Show the lines of the material that contain the word "image".

→ **EXTRACTED ENTRIES**:
· · ·
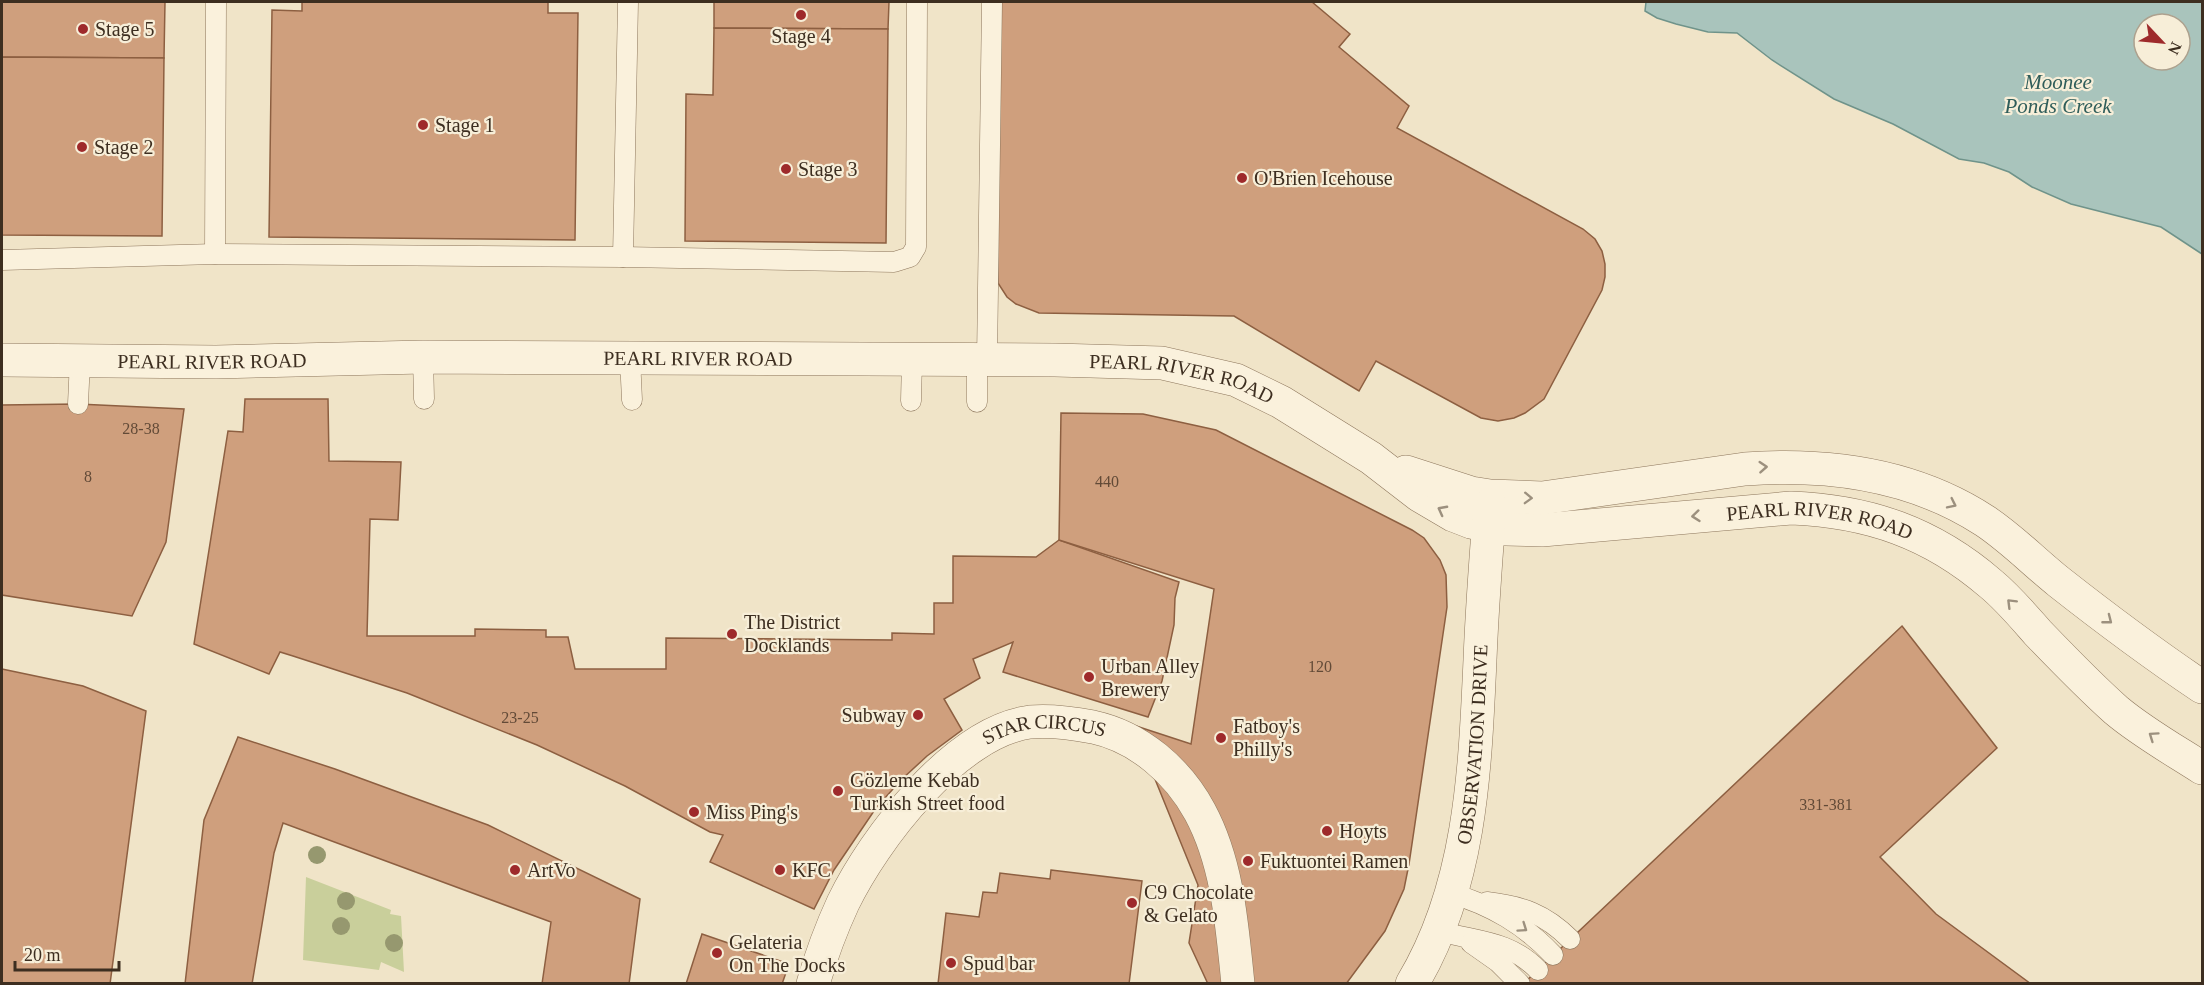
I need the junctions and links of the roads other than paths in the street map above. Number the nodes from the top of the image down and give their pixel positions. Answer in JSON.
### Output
· · ·
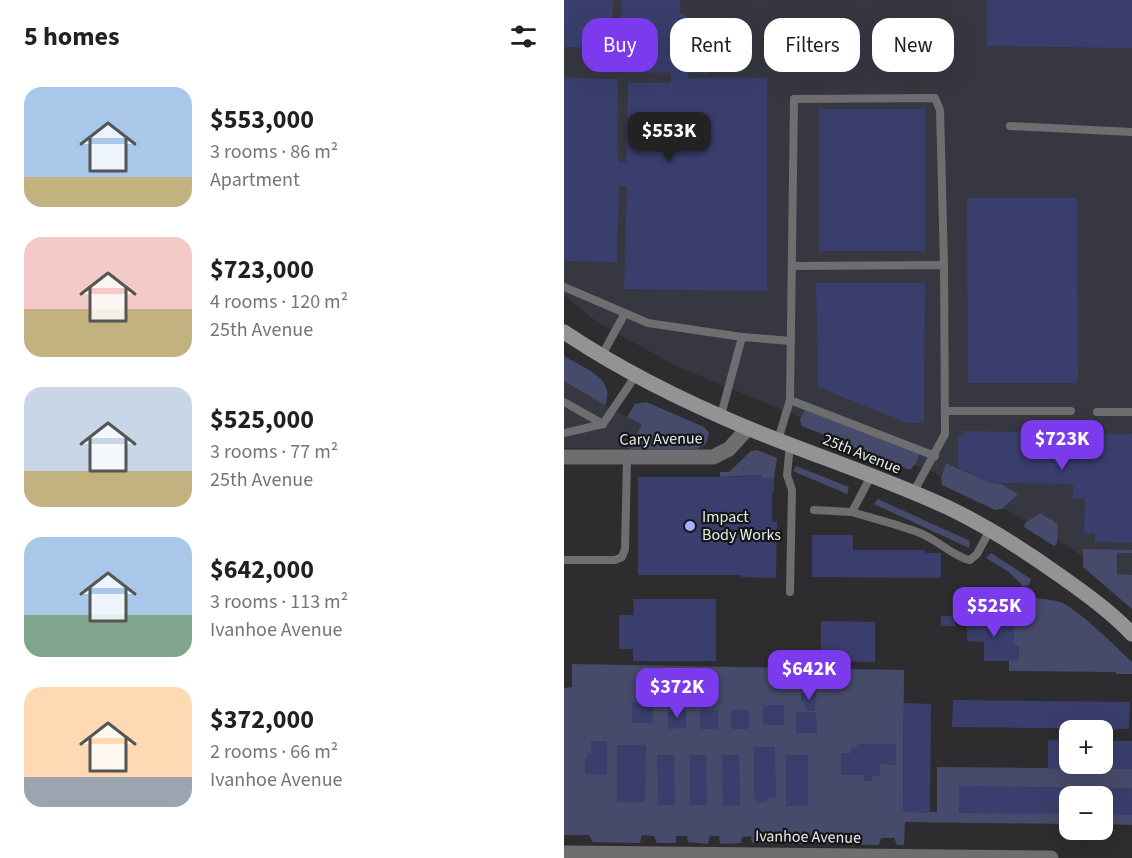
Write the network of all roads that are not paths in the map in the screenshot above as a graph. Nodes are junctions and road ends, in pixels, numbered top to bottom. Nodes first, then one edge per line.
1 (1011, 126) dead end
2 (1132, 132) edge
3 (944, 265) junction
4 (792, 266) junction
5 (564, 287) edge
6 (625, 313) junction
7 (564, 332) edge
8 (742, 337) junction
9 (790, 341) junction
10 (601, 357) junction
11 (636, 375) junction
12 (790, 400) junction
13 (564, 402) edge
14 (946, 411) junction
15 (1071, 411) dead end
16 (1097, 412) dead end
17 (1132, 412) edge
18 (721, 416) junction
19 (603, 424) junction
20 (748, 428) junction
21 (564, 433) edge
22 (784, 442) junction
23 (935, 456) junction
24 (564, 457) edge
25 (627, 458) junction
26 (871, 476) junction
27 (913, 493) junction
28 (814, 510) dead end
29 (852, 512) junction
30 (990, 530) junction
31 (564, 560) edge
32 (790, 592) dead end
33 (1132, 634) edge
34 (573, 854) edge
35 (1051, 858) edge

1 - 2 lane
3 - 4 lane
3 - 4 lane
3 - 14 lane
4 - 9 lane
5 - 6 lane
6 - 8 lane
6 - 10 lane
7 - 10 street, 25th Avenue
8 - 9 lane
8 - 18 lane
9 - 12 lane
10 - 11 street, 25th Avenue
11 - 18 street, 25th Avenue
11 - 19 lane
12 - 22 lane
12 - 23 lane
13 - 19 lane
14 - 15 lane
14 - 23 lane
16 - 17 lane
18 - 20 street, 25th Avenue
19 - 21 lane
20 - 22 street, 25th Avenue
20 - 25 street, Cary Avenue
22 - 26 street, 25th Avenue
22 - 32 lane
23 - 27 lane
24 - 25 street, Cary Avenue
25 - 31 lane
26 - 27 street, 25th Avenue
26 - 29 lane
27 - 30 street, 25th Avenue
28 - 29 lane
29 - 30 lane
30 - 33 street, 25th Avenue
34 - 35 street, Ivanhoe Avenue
· · ·
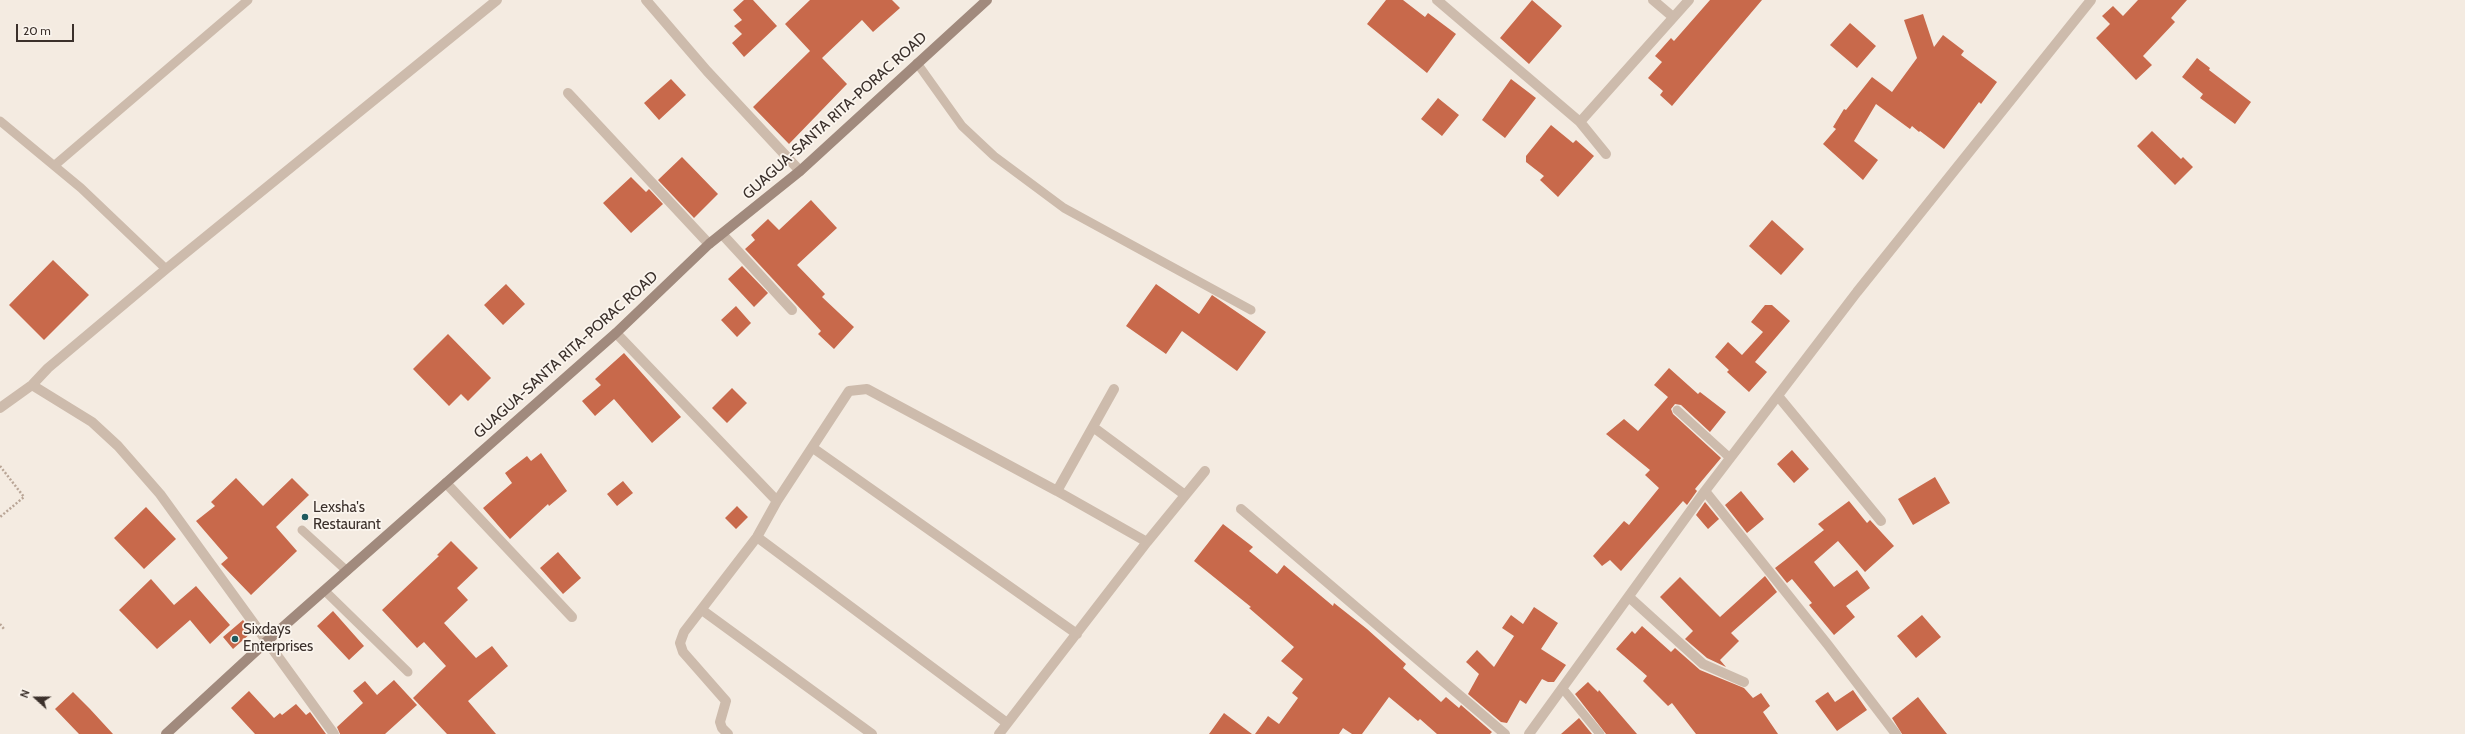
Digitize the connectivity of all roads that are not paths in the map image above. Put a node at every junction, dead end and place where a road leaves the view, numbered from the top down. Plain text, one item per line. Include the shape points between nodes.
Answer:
· · ·
→ **SOLUTION FOR THIS EXERCISE**:
I need the junctions and links of the roads other than paths in the street map above. Number the nodes from the top of the image down and give their pixel positions. Answer in JSON.
Digitize the connectivity of all roads that are not paths in the map image above. Put a node at every junction, dead end and place where a road leaves the view, numbered from the top down. Plain text, one item per line. Include the shape points between nodes.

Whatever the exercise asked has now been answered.